- [DIRECTIONS]: Count the lines in the records below that contain the word "Catherine", and reply with only that number.

# # # #

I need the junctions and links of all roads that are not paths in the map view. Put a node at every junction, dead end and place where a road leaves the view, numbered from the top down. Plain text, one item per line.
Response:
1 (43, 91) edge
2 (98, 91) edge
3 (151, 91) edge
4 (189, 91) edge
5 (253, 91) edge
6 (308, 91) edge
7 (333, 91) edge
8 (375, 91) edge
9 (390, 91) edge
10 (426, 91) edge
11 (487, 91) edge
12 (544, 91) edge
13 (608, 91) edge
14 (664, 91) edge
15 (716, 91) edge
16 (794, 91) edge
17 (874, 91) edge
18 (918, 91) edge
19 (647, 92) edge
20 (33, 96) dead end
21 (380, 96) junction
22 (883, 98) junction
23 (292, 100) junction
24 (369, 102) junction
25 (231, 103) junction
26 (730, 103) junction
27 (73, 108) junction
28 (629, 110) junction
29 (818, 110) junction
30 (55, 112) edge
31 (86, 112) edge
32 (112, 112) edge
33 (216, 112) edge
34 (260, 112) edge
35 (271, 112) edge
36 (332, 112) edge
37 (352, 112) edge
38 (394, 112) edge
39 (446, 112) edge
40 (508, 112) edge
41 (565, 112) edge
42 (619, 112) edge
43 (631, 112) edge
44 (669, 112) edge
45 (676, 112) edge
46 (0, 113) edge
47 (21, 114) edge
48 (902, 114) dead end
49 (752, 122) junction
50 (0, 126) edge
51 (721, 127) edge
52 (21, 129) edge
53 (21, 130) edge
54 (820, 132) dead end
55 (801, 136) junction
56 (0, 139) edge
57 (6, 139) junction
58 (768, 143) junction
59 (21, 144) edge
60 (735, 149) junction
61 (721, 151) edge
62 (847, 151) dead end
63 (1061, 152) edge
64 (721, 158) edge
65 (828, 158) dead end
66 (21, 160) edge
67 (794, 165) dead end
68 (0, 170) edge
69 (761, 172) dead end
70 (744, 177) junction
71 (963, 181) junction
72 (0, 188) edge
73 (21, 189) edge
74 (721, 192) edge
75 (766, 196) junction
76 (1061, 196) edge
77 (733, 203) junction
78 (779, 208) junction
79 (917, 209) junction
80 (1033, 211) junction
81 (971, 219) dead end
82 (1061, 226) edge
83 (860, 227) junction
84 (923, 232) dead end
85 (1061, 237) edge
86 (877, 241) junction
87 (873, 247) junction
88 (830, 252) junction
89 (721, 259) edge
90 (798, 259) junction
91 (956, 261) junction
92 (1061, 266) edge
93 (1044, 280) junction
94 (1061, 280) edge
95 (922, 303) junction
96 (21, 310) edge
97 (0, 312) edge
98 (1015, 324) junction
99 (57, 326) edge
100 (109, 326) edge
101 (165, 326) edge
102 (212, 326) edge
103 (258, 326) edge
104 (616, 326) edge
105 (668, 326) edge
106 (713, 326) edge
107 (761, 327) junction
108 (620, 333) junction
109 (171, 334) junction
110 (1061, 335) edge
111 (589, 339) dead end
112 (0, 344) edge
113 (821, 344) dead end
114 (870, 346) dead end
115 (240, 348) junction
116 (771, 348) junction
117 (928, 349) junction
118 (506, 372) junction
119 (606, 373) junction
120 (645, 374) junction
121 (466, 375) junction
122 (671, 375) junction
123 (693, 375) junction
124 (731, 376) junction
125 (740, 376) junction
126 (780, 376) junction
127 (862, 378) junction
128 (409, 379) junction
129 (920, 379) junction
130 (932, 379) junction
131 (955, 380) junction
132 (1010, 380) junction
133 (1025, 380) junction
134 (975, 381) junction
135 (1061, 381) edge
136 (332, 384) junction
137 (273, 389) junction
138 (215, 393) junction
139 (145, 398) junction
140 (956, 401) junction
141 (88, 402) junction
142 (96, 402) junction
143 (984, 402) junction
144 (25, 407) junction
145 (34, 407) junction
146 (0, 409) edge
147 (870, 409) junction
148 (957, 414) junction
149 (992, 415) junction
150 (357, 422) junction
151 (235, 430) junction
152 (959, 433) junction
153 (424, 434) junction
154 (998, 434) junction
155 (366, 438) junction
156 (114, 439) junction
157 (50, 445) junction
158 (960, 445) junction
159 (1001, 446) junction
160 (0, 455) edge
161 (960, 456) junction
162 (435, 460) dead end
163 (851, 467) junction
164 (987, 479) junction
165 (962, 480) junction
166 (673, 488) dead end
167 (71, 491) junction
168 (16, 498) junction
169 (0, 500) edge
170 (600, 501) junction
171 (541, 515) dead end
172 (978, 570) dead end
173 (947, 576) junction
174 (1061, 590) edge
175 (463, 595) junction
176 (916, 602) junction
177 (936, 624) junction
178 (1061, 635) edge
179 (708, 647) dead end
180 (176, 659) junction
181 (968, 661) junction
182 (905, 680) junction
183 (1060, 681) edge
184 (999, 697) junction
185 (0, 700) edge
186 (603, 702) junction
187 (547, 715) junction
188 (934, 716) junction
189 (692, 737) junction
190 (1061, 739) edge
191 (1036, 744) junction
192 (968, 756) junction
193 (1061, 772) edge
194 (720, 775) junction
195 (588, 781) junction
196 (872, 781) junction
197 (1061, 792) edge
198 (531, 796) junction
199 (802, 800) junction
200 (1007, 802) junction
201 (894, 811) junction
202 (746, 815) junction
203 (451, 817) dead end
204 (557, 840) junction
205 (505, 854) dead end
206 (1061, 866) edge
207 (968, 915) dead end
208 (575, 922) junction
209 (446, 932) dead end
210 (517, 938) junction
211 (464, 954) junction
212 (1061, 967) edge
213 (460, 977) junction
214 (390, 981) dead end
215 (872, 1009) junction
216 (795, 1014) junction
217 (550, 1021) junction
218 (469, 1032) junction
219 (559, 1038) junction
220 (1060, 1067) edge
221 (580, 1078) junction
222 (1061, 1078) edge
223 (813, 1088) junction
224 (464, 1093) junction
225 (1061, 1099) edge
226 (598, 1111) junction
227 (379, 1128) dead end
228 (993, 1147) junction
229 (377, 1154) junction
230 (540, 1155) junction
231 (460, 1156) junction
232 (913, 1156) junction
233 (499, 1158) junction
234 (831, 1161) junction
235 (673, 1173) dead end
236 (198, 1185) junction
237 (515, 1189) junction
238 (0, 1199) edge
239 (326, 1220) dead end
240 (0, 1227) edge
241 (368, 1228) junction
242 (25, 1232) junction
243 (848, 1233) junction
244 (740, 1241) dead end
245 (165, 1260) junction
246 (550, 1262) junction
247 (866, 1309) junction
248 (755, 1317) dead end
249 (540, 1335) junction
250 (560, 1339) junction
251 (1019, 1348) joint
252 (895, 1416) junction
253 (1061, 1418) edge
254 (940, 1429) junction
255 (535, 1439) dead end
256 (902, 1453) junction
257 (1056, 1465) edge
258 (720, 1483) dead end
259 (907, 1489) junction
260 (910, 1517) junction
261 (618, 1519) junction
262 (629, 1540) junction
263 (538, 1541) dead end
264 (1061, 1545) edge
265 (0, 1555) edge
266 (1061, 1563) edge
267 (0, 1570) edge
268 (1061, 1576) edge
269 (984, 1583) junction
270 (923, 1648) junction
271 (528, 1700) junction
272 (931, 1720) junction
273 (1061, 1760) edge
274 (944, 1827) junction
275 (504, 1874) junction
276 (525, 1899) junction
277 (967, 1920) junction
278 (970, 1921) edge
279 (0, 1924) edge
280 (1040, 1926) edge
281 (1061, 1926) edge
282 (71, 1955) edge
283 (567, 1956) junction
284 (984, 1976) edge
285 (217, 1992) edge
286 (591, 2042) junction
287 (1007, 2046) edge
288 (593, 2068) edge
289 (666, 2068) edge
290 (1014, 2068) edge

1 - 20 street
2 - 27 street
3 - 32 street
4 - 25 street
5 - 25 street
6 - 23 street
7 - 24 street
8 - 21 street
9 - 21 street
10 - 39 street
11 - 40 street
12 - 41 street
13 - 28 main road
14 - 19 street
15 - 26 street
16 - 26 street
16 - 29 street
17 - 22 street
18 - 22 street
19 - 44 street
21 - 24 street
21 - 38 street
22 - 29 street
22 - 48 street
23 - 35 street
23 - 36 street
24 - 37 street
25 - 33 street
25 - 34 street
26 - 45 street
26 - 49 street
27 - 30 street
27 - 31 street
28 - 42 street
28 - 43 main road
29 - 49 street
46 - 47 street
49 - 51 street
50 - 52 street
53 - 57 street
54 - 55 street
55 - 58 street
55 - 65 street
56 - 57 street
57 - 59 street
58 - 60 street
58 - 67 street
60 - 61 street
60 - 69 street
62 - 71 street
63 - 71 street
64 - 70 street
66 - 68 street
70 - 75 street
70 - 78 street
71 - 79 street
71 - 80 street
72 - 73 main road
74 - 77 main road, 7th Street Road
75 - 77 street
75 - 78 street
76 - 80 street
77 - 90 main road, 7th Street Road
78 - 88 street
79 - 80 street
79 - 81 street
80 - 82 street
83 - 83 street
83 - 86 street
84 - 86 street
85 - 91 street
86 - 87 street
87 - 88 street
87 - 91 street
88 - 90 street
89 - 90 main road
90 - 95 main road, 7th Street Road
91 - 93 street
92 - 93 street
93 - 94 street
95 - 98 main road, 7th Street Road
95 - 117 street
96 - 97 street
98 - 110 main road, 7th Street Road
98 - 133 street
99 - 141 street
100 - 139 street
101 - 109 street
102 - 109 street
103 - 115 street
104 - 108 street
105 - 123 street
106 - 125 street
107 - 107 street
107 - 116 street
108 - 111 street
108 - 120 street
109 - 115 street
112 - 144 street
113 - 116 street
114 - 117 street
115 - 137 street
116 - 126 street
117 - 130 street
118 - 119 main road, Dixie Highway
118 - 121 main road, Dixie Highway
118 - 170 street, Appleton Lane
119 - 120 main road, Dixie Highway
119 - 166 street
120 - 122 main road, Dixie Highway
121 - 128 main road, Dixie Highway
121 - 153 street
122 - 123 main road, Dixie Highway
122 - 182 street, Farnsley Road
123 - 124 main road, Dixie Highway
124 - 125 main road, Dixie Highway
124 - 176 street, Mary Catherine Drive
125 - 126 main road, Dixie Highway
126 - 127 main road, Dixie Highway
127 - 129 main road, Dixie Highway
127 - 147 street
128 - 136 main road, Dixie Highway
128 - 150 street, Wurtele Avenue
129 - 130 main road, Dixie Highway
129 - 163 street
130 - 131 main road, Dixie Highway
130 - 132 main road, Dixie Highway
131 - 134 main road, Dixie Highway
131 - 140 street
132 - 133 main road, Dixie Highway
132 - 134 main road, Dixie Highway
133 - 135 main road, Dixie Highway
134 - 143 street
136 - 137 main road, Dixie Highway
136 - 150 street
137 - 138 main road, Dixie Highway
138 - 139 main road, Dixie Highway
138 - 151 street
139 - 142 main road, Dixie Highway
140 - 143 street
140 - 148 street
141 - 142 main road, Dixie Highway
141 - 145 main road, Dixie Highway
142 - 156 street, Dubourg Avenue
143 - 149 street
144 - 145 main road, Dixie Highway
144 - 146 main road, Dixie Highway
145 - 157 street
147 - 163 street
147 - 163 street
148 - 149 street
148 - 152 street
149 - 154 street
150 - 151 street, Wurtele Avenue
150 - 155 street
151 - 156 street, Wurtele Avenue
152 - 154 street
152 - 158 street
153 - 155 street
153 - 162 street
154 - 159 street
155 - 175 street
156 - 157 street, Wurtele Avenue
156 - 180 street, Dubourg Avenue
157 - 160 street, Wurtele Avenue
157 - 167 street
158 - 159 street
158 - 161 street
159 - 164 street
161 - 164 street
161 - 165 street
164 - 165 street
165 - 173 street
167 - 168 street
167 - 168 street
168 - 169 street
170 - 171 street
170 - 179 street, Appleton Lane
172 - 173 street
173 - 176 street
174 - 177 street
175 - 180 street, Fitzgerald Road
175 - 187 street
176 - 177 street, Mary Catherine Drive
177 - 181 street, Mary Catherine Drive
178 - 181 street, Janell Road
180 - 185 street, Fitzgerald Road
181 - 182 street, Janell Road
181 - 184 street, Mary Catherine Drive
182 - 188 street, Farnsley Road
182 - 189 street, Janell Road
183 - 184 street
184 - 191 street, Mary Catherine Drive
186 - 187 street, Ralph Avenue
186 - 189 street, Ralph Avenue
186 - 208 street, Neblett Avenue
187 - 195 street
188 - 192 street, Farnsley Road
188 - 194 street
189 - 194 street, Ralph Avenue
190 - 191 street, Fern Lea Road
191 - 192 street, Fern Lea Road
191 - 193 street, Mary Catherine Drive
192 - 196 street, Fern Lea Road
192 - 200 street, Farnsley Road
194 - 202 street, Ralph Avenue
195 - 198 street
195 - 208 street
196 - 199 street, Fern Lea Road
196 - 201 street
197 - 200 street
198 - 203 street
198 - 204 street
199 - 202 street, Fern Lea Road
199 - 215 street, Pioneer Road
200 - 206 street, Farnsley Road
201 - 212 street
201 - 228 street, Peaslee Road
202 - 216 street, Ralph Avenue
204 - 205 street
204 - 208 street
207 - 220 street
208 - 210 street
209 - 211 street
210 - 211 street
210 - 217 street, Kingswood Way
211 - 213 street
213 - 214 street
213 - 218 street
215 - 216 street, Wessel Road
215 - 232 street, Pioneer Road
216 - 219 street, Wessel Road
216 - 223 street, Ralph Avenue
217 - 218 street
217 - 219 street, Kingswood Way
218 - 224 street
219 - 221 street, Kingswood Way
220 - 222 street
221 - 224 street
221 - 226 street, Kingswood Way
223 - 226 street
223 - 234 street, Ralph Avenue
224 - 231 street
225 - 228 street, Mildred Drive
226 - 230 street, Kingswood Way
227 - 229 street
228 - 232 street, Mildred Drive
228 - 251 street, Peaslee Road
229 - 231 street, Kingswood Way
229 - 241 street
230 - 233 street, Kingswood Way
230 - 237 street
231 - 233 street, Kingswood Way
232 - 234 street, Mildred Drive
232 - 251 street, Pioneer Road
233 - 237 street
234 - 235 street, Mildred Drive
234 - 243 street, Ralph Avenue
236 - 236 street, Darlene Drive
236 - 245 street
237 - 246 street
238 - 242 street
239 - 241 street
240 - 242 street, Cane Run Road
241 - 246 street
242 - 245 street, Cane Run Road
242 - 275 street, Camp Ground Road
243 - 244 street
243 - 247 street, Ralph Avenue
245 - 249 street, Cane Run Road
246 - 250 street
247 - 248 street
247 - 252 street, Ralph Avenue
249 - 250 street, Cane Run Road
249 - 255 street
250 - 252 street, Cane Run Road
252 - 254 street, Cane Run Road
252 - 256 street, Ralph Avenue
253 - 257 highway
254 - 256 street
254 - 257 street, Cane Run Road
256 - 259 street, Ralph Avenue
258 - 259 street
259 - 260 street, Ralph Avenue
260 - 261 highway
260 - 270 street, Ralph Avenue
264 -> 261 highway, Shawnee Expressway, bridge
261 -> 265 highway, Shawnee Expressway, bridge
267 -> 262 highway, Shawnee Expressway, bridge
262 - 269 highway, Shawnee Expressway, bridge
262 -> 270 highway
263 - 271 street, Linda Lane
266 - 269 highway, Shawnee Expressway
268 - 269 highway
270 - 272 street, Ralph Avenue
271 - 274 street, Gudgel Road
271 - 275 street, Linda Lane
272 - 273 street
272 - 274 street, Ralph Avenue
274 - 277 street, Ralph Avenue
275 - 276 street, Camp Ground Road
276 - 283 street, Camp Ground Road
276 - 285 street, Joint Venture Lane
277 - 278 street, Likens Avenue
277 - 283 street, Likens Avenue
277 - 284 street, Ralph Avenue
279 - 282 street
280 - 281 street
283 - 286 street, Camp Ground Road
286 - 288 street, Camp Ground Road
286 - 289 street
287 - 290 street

# # # #

- [ANSWER TO THIS TASK]: 6